As vencedoras do dia

Enquanto as exportadoras choram, chama a atenção o desempenho estelar das empresas do setor aéreo. 

É que ao contrário da outra classe de ativos, são as dívidas dessas companhias que costumam ser em dólar, enquanto as suas receitas seguem sendo majoritariamente em reais. Ou seja: mais chances de um balanço menos desequilibrado, com redução da alavancagem em reais. 

Um gestor consultado pelo Seu Dinheiro, no entanto, está com a pulga atrás da orelha.

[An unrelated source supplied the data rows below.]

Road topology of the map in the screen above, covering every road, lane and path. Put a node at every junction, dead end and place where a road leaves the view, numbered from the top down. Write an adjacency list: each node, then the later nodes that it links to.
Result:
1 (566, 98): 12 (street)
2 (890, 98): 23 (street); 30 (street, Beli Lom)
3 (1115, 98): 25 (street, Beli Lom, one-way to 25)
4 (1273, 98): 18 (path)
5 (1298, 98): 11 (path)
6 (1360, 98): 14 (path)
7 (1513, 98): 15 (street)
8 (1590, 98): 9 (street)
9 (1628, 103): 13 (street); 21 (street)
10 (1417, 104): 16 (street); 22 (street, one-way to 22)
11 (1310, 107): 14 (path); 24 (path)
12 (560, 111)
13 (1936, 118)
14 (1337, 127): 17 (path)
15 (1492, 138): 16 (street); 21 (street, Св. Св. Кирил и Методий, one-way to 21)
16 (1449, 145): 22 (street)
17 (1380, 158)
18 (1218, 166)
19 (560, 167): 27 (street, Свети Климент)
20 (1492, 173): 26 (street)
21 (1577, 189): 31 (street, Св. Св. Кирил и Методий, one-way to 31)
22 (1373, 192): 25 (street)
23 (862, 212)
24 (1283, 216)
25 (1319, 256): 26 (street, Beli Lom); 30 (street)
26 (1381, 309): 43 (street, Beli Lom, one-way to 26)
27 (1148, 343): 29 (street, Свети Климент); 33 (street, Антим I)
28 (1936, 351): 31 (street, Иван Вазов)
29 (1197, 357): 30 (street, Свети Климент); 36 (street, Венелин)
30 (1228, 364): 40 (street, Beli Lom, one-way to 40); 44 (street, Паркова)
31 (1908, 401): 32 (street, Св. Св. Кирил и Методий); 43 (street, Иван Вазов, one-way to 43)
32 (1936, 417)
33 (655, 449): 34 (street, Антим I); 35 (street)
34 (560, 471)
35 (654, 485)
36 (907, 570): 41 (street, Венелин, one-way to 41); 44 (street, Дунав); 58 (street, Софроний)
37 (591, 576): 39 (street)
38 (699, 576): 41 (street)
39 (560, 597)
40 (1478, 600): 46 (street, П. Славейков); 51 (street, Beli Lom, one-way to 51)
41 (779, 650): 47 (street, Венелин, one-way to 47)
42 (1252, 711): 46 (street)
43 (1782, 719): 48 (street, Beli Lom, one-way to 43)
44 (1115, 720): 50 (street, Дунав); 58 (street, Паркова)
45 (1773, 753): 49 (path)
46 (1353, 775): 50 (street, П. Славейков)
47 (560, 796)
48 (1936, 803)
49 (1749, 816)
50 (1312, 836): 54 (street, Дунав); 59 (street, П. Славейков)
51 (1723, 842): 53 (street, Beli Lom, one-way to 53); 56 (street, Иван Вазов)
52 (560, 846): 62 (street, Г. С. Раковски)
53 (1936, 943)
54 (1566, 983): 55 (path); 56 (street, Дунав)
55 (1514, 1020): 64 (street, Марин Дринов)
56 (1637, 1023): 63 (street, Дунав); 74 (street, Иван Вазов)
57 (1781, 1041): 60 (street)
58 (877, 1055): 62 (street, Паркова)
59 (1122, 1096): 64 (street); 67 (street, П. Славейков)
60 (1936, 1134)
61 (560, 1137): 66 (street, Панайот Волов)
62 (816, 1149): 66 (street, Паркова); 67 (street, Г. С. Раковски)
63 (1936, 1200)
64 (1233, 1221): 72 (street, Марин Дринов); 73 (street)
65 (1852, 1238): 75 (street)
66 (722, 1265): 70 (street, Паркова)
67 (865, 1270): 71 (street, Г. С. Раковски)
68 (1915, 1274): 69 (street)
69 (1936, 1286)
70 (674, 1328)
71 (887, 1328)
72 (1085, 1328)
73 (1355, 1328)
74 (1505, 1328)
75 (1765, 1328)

Apesar de uma leve queda do petróleo e do movimento do dólar de fato beneficiarem essas empresas, ele acredita que a forte força compradora vindo de fora, chefiada pelo UBS, pode indicar que exista algo mais fora do radar — uma vez que a queda  do dólar, no momento, não ultrapassa a casa do 1%. 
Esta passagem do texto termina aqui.